*PROBLEM STATEMENT*: When the string "leave" appears in a line of the records, show the whole line.

Records excerpted from a collection:
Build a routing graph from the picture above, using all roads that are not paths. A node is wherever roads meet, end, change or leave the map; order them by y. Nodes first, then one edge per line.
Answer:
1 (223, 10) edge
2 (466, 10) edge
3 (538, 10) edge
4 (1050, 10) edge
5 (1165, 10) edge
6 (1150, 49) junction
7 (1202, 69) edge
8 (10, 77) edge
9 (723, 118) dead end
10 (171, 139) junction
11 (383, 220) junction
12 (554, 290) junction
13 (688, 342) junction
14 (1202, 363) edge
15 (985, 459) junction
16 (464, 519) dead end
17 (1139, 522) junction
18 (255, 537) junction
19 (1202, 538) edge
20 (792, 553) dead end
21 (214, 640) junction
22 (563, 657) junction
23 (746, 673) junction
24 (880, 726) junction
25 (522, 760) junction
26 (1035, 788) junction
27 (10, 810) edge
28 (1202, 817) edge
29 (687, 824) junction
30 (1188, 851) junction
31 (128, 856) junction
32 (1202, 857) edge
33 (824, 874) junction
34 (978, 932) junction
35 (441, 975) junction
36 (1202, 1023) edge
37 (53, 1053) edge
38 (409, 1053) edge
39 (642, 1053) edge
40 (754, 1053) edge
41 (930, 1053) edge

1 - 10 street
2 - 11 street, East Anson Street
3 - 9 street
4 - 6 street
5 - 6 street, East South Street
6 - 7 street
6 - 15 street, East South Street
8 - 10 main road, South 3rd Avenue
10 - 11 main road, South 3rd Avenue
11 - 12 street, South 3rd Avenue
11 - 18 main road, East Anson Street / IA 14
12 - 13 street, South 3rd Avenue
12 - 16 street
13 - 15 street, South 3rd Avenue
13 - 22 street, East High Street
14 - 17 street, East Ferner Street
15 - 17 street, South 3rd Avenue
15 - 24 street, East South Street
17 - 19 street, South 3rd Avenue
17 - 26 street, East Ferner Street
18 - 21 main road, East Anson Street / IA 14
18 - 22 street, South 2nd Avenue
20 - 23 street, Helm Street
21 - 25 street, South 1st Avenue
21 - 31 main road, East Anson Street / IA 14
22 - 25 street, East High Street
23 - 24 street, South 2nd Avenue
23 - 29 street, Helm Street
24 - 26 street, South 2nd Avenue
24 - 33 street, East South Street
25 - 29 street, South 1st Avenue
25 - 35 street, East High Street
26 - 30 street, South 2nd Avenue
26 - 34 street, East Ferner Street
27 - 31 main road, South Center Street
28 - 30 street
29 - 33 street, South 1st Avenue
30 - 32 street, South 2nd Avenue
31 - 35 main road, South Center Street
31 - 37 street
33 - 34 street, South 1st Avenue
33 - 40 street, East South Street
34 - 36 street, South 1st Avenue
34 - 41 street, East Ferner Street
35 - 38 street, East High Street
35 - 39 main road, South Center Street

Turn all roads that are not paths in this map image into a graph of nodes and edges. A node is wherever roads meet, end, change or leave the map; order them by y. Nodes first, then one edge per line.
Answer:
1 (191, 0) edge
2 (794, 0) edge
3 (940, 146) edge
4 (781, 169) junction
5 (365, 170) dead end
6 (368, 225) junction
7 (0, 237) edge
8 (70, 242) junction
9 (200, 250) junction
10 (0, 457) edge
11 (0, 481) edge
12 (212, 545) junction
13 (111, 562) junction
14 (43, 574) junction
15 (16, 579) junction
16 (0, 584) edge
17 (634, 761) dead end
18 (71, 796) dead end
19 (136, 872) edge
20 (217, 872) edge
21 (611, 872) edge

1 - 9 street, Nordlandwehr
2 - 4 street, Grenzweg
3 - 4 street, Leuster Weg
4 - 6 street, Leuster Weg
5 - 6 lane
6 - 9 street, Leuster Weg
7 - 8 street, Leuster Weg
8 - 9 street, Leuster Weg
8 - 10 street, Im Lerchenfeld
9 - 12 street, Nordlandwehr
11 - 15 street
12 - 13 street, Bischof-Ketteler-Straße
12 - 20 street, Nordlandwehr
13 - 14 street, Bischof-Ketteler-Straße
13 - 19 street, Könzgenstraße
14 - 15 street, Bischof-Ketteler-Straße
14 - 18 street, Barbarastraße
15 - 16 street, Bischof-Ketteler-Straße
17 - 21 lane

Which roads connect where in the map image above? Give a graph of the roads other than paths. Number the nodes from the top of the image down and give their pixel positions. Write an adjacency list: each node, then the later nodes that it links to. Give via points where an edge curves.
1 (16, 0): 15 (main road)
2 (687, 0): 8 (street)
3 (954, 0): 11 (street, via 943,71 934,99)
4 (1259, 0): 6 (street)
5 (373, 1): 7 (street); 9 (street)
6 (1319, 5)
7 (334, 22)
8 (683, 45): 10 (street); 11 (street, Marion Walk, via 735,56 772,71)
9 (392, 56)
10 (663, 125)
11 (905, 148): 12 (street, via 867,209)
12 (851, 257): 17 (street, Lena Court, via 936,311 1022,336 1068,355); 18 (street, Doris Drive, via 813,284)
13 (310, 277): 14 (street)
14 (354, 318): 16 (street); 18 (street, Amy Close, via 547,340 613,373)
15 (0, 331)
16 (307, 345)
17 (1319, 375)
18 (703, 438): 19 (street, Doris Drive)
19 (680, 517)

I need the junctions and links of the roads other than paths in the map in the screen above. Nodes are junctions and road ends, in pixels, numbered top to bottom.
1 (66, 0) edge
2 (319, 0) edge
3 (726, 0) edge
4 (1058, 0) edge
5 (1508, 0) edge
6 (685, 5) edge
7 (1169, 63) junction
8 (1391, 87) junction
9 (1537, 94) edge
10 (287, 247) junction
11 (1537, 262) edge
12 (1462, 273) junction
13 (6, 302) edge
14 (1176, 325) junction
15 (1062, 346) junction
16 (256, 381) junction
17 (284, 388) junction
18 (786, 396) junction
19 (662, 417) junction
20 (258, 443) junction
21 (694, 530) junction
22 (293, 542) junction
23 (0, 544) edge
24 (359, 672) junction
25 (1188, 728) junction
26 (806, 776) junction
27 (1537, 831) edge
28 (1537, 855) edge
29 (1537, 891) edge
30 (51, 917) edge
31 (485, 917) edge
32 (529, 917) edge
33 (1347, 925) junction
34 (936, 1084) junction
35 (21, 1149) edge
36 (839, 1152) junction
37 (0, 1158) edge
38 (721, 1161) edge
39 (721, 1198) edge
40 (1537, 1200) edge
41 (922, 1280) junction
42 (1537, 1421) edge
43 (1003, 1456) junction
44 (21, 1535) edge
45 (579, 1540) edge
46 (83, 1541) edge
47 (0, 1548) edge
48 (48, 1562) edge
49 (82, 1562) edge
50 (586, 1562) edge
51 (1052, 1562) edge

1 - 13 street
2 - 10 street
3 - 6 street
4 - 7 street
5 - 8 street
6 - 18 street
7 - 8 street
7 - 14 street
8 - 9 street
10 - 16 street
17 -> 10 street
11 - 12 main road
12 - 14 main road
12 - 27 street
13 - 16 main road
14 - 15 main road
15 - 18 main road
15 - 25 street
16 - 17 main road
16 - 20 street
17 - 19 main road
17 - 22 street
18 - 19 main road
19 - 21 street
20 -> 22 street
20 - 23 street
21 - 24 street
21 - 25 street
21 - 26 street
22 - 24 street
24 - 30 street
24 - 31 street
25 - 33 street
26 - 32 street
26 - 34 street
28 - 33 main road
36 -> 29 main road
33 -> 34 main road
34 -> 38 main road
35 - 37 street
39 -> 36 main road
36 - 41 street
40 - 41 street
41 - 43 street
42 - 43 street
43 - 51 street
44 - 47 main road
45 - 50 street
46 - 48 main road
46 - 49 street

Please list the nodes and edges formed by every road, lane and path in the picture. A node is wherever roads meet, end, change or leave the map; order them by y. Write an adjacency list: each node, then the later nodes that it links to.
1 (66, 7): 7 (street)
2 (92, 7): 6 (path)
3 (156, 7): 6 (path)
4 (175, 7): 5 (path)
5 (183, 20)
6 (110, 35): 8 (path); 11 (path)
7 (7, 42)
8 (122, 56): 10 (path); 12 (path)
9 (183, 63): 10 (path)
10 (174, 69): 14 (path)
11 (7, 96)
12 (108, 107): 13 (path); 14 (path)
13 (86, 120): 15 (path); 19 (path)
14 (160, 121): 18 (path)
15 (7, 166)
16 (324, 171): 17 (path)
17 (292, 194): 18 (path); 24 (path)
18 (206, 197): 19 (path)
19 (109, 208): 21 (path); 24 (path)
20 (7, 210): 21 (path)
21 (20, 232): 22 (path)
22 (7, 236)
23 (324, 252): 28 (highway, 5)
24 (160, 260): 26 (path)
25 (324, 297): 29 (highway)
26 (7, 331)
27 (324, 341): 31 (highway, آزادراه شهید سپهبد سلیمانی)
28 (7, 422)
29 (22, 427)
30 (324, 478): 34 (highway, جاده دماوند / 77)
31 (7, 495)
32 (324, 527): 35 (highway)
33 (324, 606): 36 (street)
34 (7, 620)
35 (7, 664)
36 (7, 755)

*EXERCISE RESULT*:
Build a routing graph from the picture above, using all roads that are not paths. A node is wherever roads meet, end, change or leave the map; order them by y. Nodes first, then one edge per line.
Turn all roads that are not paths in this map image into a graph of nodes and edges. A node is wherever roads meet, end, change or leave the map; order them by y. Nodes first, then one edge per line.
Please list the nodes and edges formed by every road, lane and path in the picture. A node is wherever roads meet, end, change or leave the map; order them by y. Write an adjacency list: each node, then the later nodes that it links to.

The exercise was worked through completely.